Every entry below needs to be printed again exactly, with its pictures left out.

-- Opening Marker --

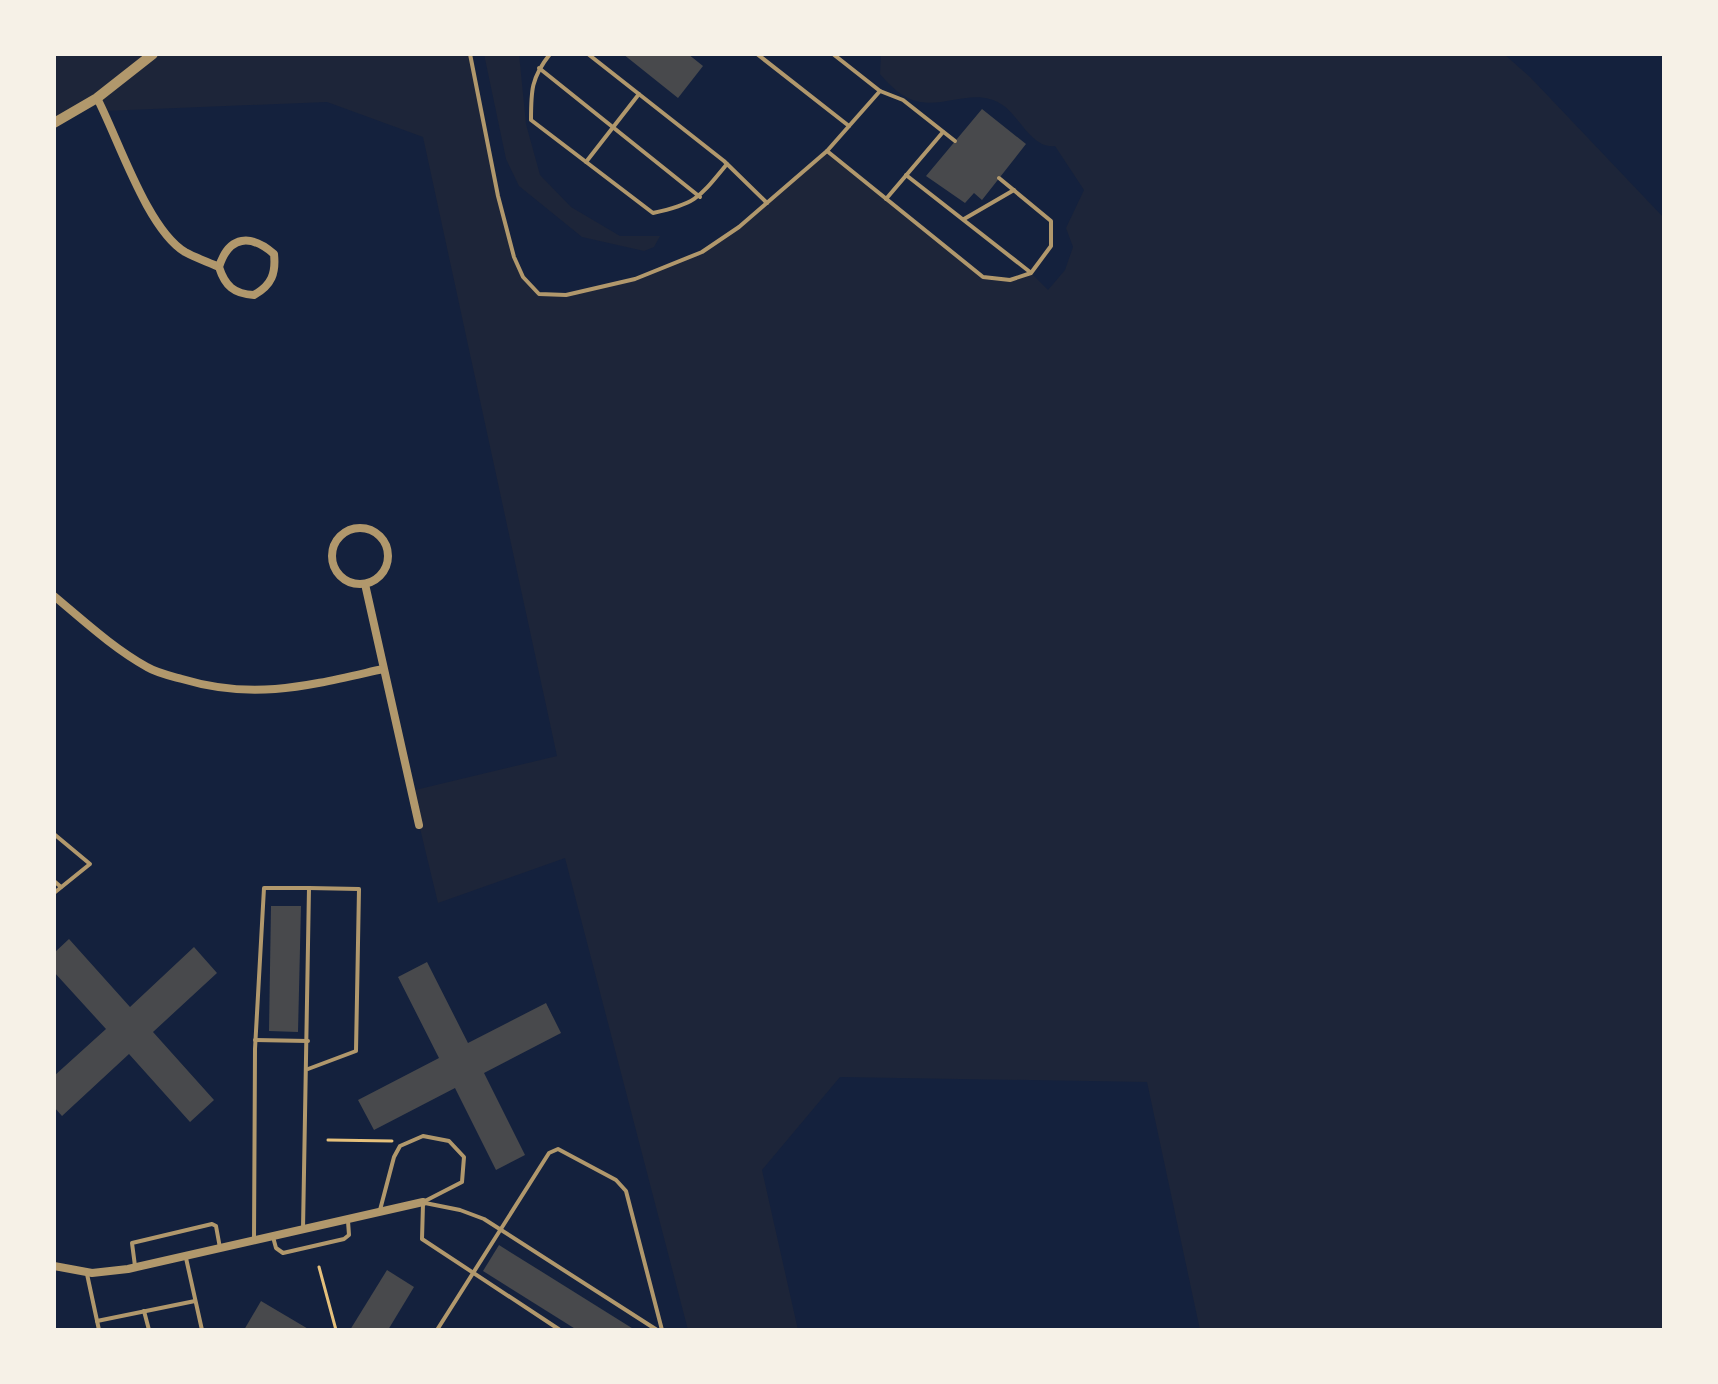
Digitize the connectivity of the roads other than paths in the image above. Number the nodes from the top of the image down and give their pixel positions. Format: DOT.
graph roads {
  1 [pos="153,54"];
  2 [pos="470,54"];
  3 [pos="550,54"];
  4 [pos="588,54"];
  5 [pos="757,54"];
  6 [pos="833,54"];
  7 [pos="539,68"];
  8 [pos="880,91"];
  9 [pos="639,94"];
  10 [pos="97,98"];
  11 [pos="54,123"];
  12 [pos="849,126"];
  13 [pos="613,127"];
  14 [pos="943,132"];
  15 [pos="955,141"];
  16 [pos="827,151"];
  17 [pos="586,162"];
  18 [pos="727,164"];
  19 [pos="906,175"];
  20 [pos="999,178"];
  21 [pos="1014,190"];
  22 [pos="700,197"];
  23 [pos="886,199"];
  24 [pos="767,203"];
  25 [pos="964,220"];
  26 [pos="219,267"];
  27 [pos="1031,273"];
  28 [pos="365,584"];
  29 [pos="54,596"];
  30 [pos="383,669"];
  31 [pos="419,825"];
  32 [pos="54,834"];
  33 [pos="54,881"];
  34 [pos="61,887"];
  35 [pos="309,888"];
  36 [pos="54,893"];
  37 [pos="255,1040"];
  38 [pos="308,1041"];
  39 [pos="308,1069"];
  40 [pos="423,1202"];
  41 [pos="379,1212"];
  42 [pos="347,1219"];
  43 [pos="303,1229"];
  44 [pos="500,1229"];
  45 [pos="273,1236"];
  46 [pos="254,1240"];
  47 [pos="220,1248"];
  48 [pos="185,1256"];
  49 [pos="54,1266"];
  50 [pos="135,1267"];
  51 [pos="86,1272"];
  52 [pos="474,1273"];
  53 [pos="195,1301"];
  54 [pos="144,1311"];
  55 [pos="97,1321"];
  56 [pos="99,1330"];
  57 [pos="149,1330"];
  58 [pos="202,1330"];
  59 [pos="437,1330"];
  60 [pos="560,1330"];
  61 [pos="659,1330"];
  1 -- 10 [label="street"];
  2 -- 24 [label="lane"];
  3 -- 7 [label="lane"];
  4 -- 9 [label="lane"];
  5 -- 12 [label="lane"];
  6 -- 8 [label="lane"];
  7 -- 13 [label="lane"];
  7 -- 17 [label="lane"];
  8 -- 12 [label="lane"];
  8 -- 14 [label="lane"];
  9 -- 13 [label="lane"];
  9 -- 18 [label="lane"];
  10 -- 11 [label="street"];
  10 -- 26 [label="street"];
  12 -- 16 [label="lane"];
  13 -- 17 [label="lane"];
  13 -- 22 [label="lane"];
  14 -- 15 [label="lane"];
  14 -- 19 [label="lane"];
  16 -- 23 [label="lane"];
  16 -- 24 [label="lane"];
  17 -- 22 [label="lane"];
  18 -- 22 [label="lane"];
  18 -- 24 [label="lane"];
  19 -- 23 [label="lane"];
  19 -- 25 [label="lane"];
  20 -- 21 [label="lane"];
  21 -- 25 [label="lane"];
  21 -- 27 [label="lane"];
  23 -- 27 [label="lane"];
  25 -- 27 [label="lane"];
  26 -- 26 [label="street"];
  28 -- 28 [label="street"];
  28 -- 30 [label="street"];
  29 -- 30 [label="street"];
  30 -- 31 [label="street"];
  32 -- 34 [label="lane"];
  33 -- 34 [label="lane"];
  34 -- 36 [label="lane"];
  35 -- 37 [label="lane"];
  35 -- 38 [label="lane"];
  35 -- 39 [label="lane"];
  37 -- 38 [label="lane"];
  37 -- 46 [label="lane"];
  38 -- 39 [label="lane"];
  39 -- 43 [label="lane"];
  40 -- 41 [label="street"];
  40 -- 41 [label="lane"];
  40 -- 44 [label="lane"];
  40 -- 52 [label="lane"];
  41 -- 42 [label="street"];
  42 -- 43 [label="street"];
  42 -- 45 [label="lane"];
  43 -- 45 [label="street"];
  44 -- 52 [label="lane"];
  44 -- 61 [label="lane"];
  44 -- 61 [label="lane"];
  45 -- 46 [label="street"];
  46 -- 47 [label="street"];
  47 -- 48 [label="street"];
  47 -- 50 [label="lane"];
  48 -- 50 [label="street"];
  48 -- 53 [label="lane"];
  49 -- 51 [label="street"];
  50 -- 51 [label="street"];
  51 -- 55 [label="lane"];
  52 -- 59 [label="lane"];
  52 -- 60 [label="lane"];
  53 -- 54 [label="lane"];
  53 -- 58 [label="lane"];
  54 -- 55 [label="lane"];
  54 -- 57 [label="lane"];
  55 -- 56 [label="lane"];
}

-- Closing Marker --

Answer for the task
Digitize the connectivity of the roads other than paths in the image above. Number the nodes from the top of the image down and give their pixel positions. Format: DOT.
graph roads {
  1 [pos="153,54"];
  2 [pos="470,54"];
  3 [pos="550,54"];
  4 [pos="588,54"];
  5 [pos="757,54"];
  6 [pos="833,54"];
  7 [pos="539,68"];
  8 [pos="880,91"];
  9 [pos="639,94"];
  10 [pos="97,98"];
  11 [pos="54,123"];
  12 [pos="849,126"];
  13 [pos="613,127"];
  14 [pos="943,132"];
  15 [pos="955,141"];
  16 [pos="827,151"];
  17 [pos="586,162"];
  18 [pos="727,164"];
  19 [pos="906,175"];
  20 [pos="999,178"];
  21 [pos="1014,190"];
  22 [pos="700,197"];
  23 [pos="886,199"];
  24 [pos="767,203"];
  25 [pos="964,220"];
  26 [pos="219,267"];
  27 [pos="1031,273"];
  28 [pos="365,584"];
  29 [pos="54,596"];
  30 [pos="383,669"];
  31 [pos="419,825"];
  32 [pos="54,834"];
  33 [pos="54,881"];
  34 [pos="61,887"];
  35 [pos="309,888"];
  36 [pos="54,893"];
  37 [pos="255,1040"];
  38 [pos="308,1041"];
  39 [pos="308,1069"];
  40 [pos="423,1202"];
  41 [pos="379,1212"];
  42 [pos="347,1219"];
  43 [pos="303,1229"];
  44 [pos="500,1229"];
  45 [pos="273,1236"];
  46 [pos="254,1240"];
  47 [pos="220,1248"];
  48 [pos="185,1256"];
  49 [pos="54,1266"];
  50 [pos="135,1267"];
  51 [pos="86,1272"];
  52 [pos="474,1273"];
  53 [pos="195,1301"];
  54 [pos="144,1311"];
  55 [pos="97,1321"];
  56 [pos="99,1330"];
  57 [pos="149,1330"];
  58 [pos="202,1330"];
  59 [pos="437,1330"];
  60 [pos="560,1330"];
  61 [pos="659,1330"];
  1 -- 10 [label="street"];
  2 -- 24 [label="lane"];
  3 -- 7 [label="lane"];
  4 -- 9 [label="lane"];
  5 -- 12 [label="lane"];
  6 -- 8 [label="lane"];
  7 -- 13 [label="lane"];
  7 -- 17 [label="lane"];
  8 -- 12 [label="lane"];
  8 -- 14 [label="lane"];
  9 -- 13 [label="lane"];
  9 -- 18 [label="lane"];
  10 -- 11 [label="street"];
  10 -- 26 [label="street"];
  12 -- 16 [label="lane"];
  13 -- 17 [label="lane"];
  13 -- 22 [label="lane"];
  14 -- 15 [label="lane"];
  14 -- 19 [label="lane"];
  16 -- 23 [label="lane"];
  16 -- 24 [label="lane"];
  17 -- 22 [label="lane"];
  18 -- 22 [label="lane"];
  18 -- 24 [label="lane"];
  19 -- 23 [label="lane"];
  19 -- 25 [label="lane"];
  20 -- 21 [label="lane"];
  21 -- 25 [label="lane"];
  21 -- 27 [label="lane"];
  23 -- 27 [label="lane"];
  25 -- 27 [label="lane"];
  26 -- 26 [label="street"];
  28 -- 28 [label="street"];
  28 -- 30 [label="street"];
  29 -- 30 [label="street"];
  30 -- 31 [label="street"];
  32 -- 34 [label="lane"];
  33 -- 34 [label="lane"];
  34 -- 36 [label="lane"];
  35 -- 37 [label="lane"];
  35 -- 38 [label="lane"];
  35 -- 39 [label="lane"];
  37 -- 38 [label="lane"];
  37 -- 46 [label="lane"];
  38 -- 39 [label="lane"];
  39 -- 43 [label="lane"];
  40 -- 41 [label="street"];
  40 -- 41 [label="lane"];
  40 -- 44 [label="lane"];
  40 -- 52 [label="lane"];
  41 -- 42 [label="street"];
  42 -- 43 [label="street"];
  42 -- 45 [label="lane"];
  43 -- 45 [label="street"];
  44 -- 52 [label="lane"];
  44 -- 61 [label="lane"];
  44 -- 61 [label="lane"];
  45 -- 46 [label="street"];
  46 -- 47 [label="street"];
  47 -- 48 [label="street"];
  47 -- 50 [label="lane"];
  48 -- 50 [label="street"];
  48 -- 53 [label="lane"];
  49 -- 51 [label="street"];
  50 -- 51 [label="street"];
  51 -- 55 [label="lane"];
  52 -- 59 [label="lane"];
  52 -- 60 [label="lane"];
  53 -- 54 [label="lane"];
  53 -- 58 [label="lane"];
  54 -- 55 [label="lane"];
  54 -- 57 [label="lane"];
  55 -- 56 [label="lane"];
}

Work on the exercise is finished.